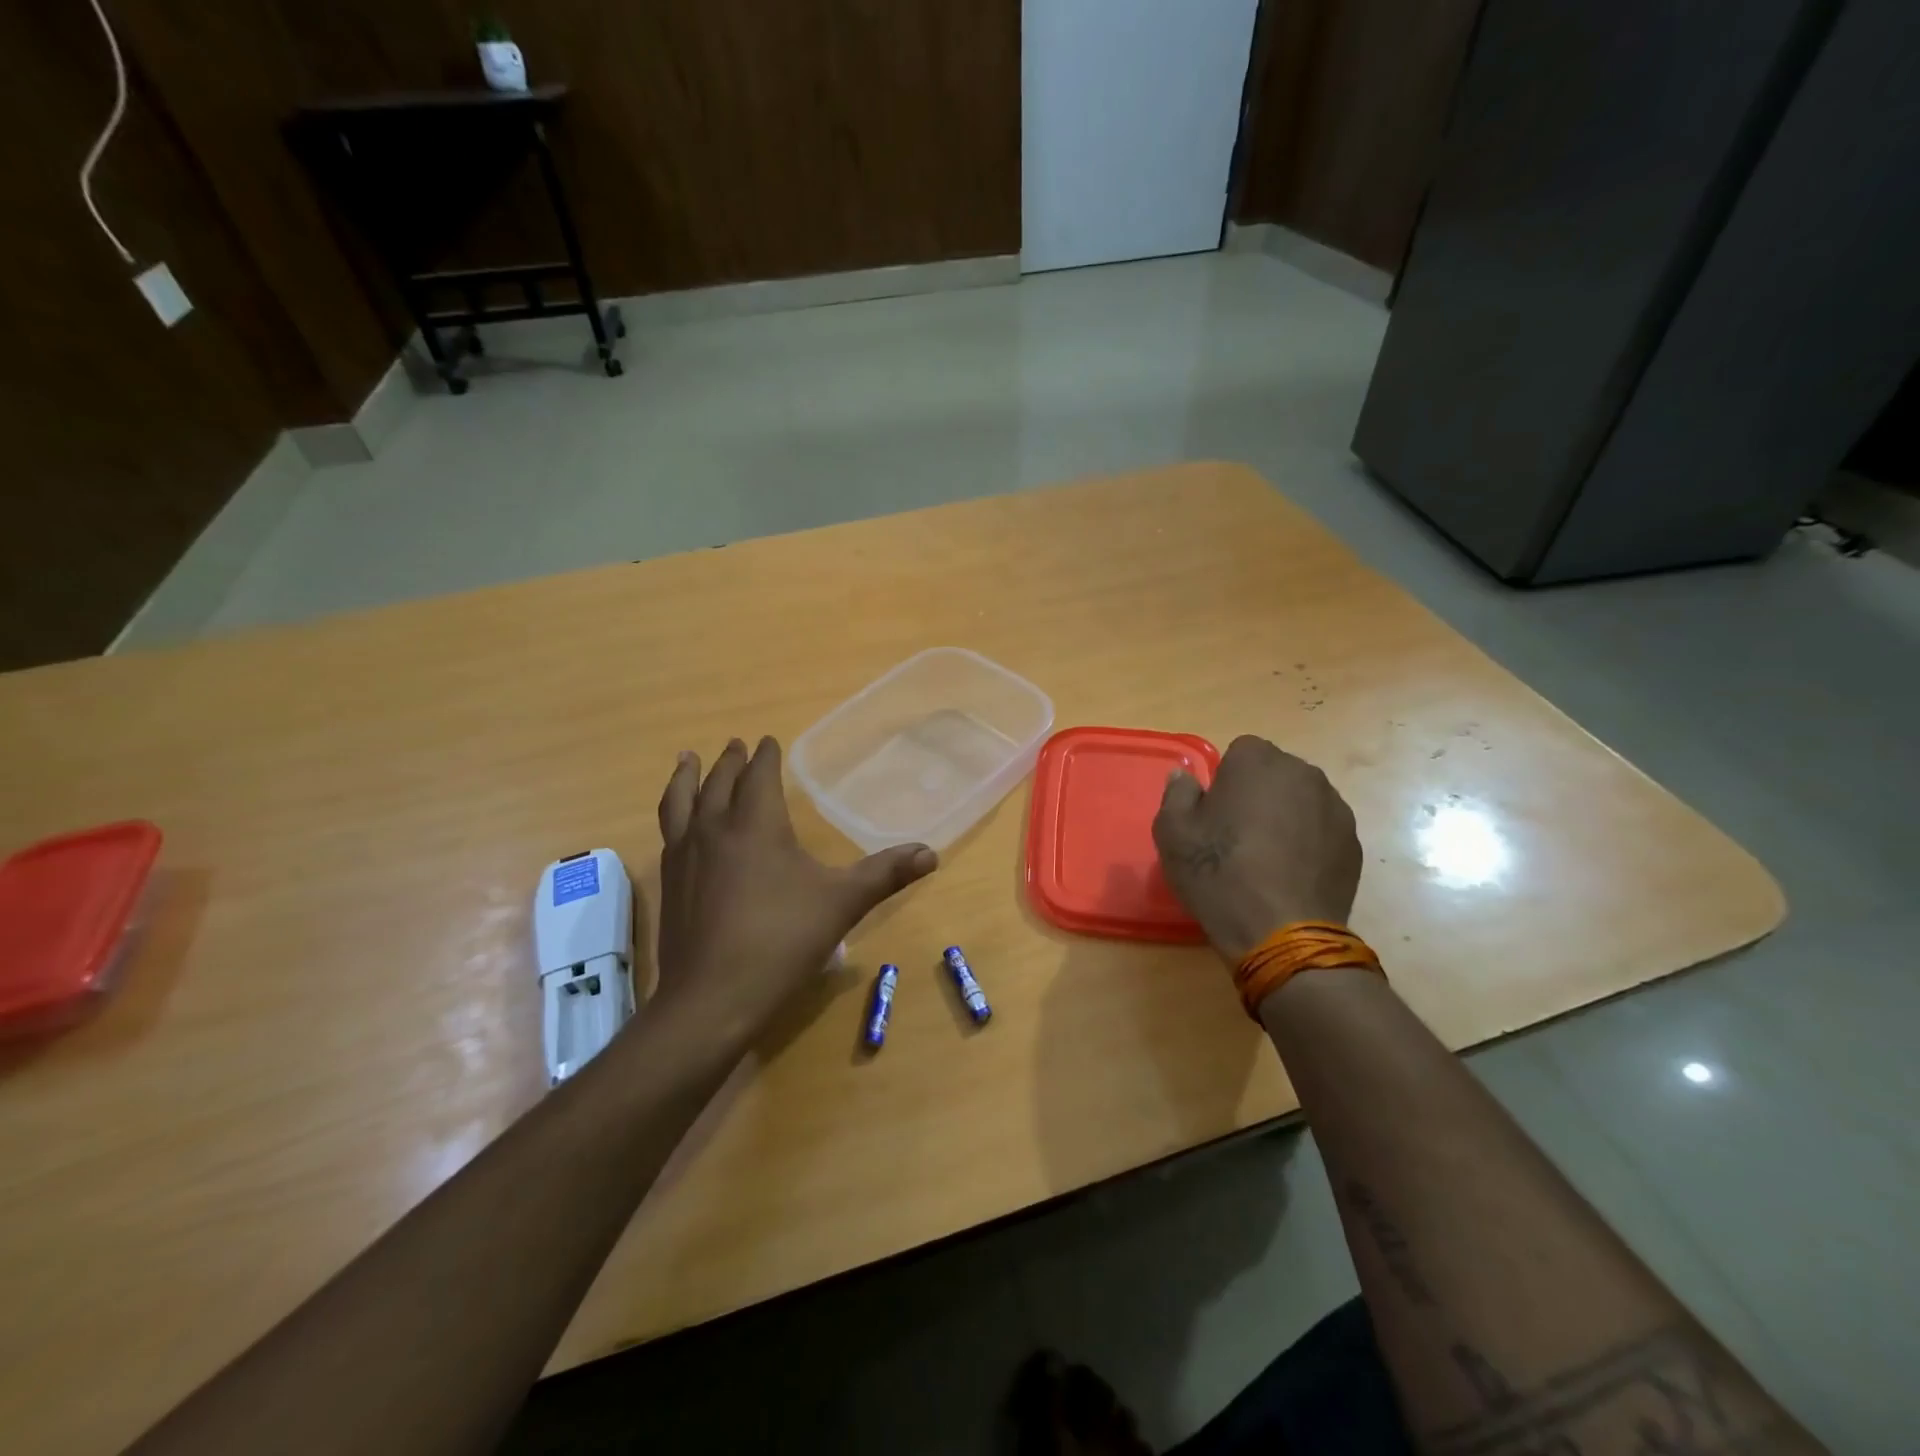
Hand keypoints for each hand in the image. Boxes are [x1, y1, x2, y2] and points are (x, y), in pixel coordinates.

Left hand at [653, 737, 937, 1045]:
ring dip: (687, 777)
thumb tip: (931, 853)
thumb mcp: (842, 904)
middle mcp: (714, 830)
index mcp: (756, 824)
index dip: (766, 756)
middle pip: (719, 783)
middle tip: (736, 745)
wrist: (712, 998)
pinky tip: (680, 825)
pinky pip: (669, 832)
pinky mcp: (668, 884)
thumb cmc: (782, 941)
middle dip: (731, 761)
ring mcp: (684, 857)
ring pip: (681, 802)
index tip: (769, 740)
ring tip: (687, 759)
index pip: (759, 776)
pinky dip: (674, 813)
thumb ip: (885, 874)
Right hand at [1152, 735, 1362, 962]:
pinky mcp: (1354, 843)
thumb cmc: (1218, 873)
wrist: (1281, 933)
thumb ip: (1177, 794)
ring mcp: (1335, 808)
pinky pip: (1322, 830)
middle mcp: (1303, 773)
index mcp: (1257, 761)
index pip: (1240, 752)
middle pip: (1275, 773)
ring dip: (1285, 816)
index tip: (1215, 813)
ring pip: (1301, 800)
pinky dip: (1308, 843)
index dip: (1225, 780)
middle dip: (1258, 793)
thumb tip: (1185, 777)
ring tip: (1267, 857)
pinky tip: (1290, 874)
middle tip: (1237, 834)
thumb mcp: (1172, 833)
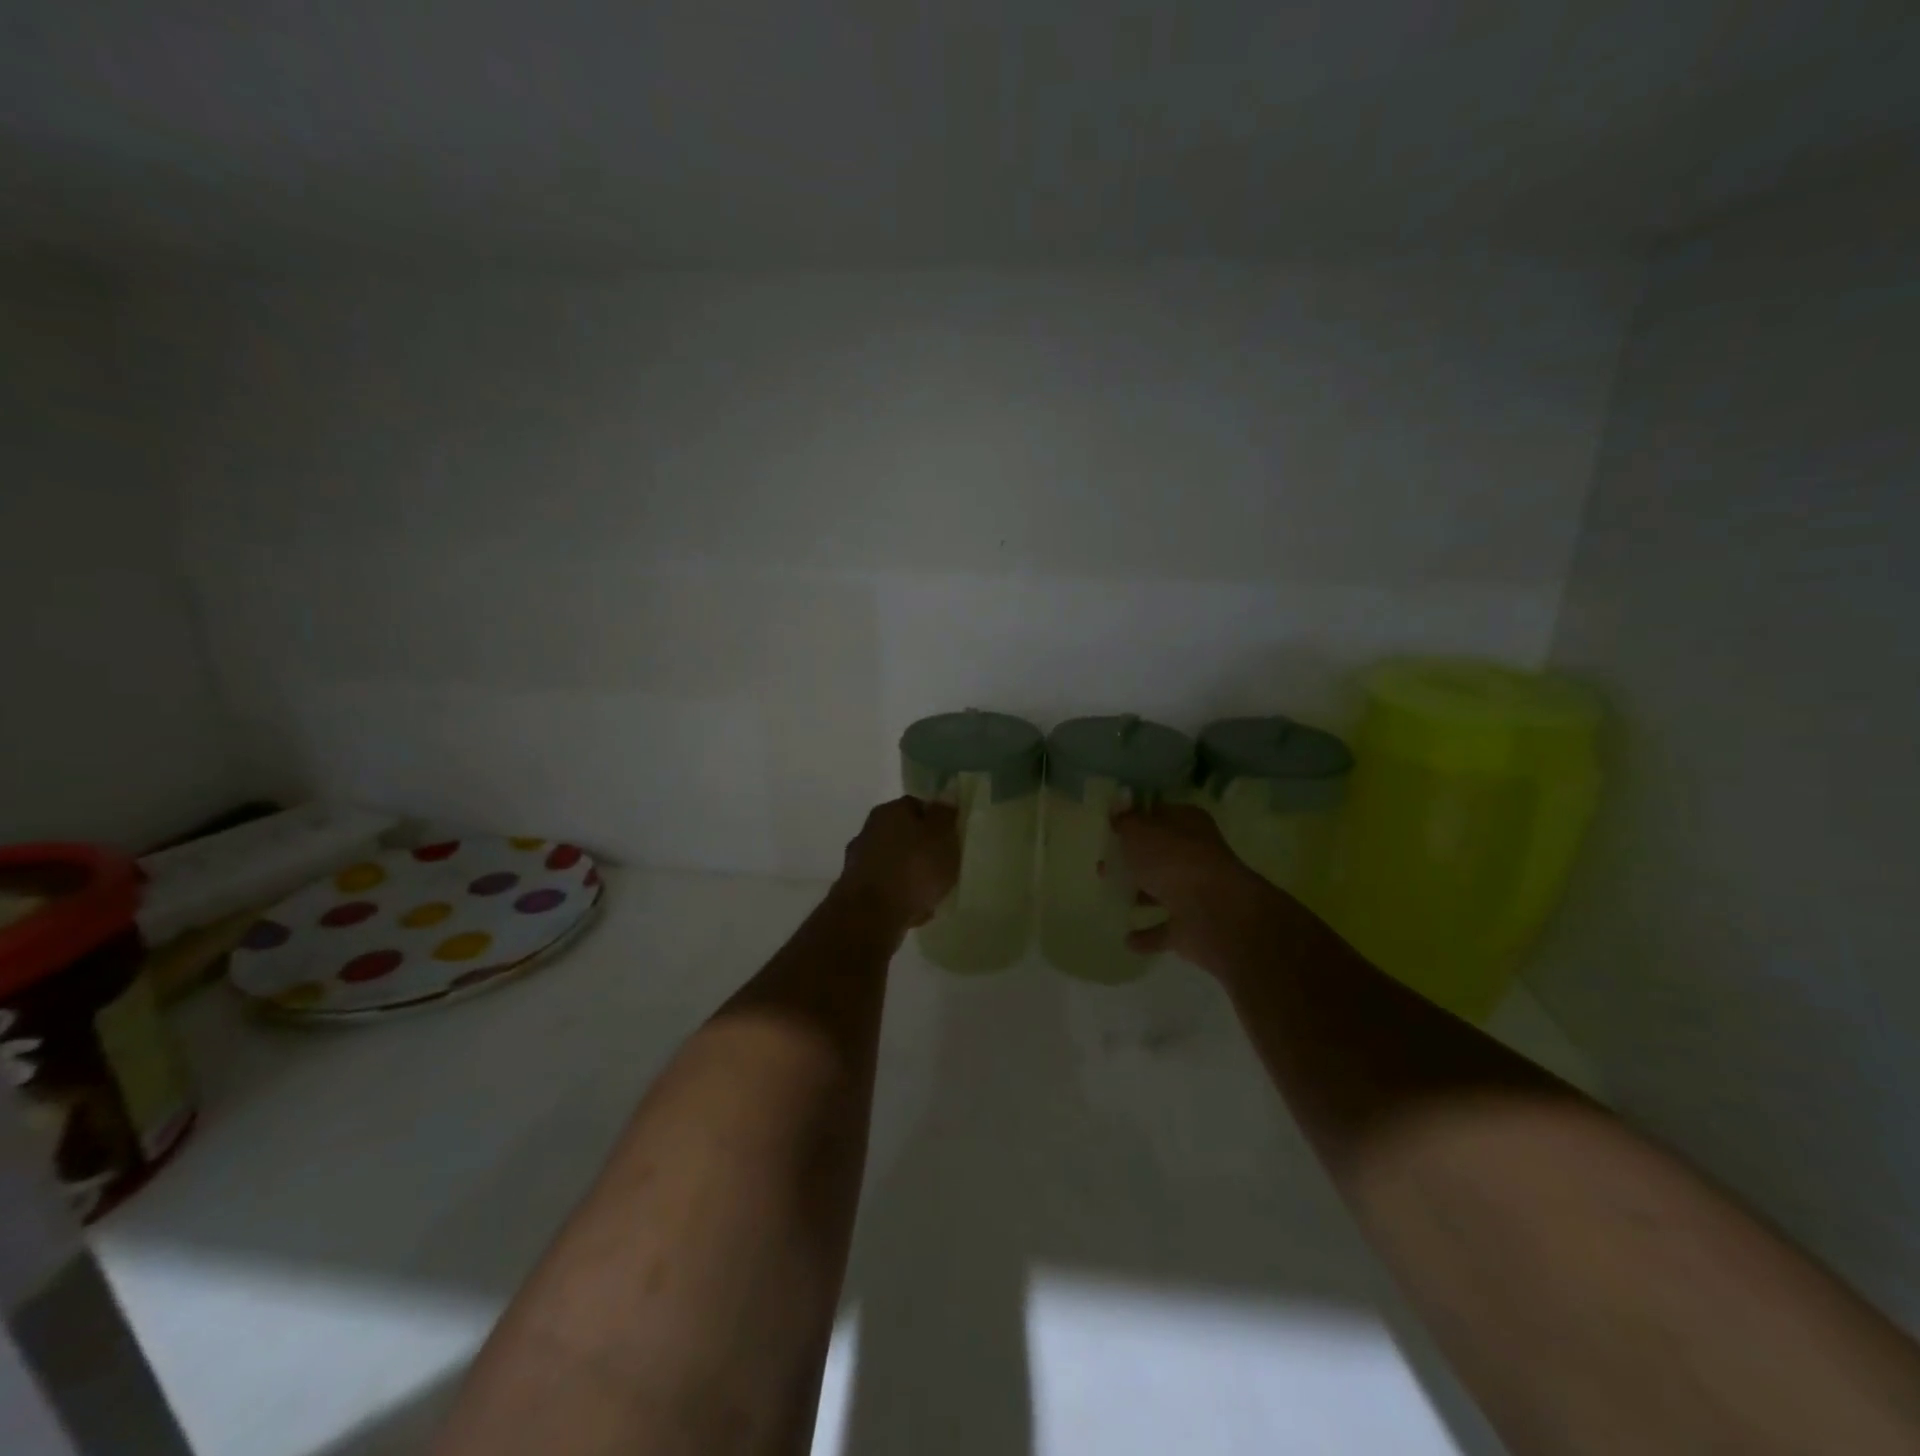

================

* What you need to do *
Transcribe every entry exactly. Leave out the pictures.

* Your solution *
Hand keypoints for each hand in the image. Boxes are [x1, y1, x2, y2] and points are (x, y), in pixel coordinates.

Left hand at [653, 737, 937, 1045]:
ring dip: (687, 777)
thumb tip: (931, 853)
thumb mcp: (842, 904)
middle mcp: (714, 830)
index mcp: (756, 824)
index dip: (766, 756)
middle pip: (719, 783)
middle tip: (736, 745)
wrist: (712, 998)
pinky tip: (680, 825)
pinky pip: (669, 832)
pinky mcp: (668, 884)
thumb cmc: (782, 941)
middle dip: (731, 761)
ring mcp: (684, 857)
ring pip: (681, 802)
index tip: (769, 740)
ring tip: (687, 759)
index pip: (759, 776)
pinky dip: (674, 813)
thumb ip: (885, 874)
Right hand at [1152, 735, 1362, 962]:
pinky mcp: (1354, 843)
thumb cmc: (1218, 873)
wrist: (1281, 933)
thumb ip: (1177, 794)
ring mcp: (1335, 808)
pinky pip: (1322, 830)
middle mcp: (1303, 773)
index mcp: (1257, 761)
index pip: (1240, 752)
middle pip: (1275, 773)
ring dip: (1285, 816)
index tip: (1215, 813)
ring pip: (1301, 800)
pinky dip: (1308, 843)
index dip: (1225, 780)
middle dip: (1258, 793)
thumb tip: (1185, 777)
ring tip: (1267, 857)
pinky tip: (1290, 874)
middle tip: (1237, 834)
thumb mcp: (1172, 833)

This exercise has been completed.